Noire(s) et Flamboyante(s). De la Tyrannie du Silence aux Joies de la Colère

Lucile Choquet
Artiste et féministe

11-03-2019

Lucile Choquet a participé à la première journée de 3days4ideas et notamment à l’atelier « Qui peut parler ? ». Nous l’avons invitée à s’emparer de la question et à nous faire part des réflexions que celle-ci faisait naitre pour elle. Au départ de son expérience personnelle, elle interroge à son tour : qui donne la parole, qui la contrôle ? Quel « nous » pour les voix invisibilisées ? Comment permettre l’émergence de celles-ci ?
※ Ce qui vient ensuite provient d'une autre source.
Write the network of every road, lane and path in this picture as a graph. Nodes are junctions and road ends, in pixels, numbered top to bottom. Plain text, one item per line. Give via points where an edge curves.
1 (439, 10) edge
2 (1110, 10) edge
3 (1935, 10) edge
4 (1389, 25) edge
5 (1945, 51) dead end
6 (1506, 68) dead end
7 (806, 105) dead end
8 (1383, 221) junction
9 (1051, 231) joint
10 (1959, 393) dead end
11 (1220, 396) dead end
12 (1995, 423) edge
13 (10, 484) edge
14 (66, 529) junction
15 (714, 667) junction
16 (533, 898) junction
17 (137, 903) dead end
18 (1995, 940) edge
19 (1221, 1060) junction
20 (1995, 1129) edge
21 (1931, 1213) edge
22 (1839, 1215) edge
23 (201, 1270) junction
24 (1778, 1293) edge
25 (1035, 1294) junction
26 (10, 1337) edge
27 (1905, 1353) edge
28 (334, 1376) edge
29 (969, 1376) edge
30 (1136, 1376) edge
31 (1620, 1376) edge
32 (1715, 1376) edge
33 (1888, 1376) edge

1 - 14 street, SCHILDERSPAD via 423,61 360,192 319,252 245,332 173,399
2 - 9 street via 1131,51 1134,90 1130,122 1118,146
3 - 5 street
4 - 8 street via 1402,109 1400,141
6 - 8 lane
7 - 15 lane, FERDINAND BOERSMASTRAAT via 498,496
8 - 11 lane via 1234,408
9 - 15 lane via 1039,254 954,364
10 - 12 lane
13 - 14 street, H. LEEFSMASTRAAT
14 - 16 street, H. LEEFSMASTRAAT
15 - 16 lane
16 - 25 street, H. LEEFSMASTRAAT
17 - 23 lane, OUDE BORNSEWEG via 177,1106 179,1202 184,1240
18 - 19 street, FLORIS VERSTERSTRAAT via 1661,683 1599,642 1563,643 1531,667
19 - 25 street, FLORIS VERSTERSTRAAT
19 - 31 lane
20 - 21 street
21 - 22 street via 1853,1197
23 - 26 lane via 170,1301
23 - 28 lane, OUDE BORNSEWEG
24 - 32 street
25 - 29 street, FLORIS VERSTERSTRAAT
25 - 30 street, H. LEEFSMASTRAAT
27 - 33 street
« Il nous faut agir maintenant comme si tout dépendait de nous – faire autrement serait un crime. Si nous nous montrons dignes – et par nous j’entends les Blancs relativement conscients et les Noirs relativement conscients qui devons, tels des amants, faire pression sur ou créer la conscience des autres – peut-être la poignée que nous sommes pourra-t-elle mettre fin au cauchemar racial, faire de notre pays un vrai pays et changer le cours de l’histoire. »
James Baldwin, La prochaine fois, le feun

Mouvement de pensée après « un workshop pour asthmatiques » mené par la philosophe Maria Kakogianni. De « Qui peut parler ? » à la question souterraine : comment sortir de la suffocation ? La problématique initiale de l’atelier épouse la réflexion avancée par Gayatri Chakravorty Spivak dans son ouvrage Les subalternes peuvent-elles parler ? Le postulat de l’autrice repose sur la réfutation des propos tenus par Foucault et Deleuze à propos du sujet émancipé : « Les masses n’ont pas besoin d’eux [les intellectuels] pour savoir ; elles savent parfaitement clairement beaucoup mieux qu’eux ; et elles le disent fort bien n». Spivak dénonce cette fausse transparence des intellectuels, a priori enclins à se départir de leurs privilèges face à l’émancipation des opprimé·e·s. Ceux-là [les intellectuels], comme des athlètes se passant le relais, jouent un rôle déterminant dans la naissance de la parole des subalternes. Entendre par là qu’ils sont co-responsables de leur démarche qui abrite (in)consciemment un rapport de subordination.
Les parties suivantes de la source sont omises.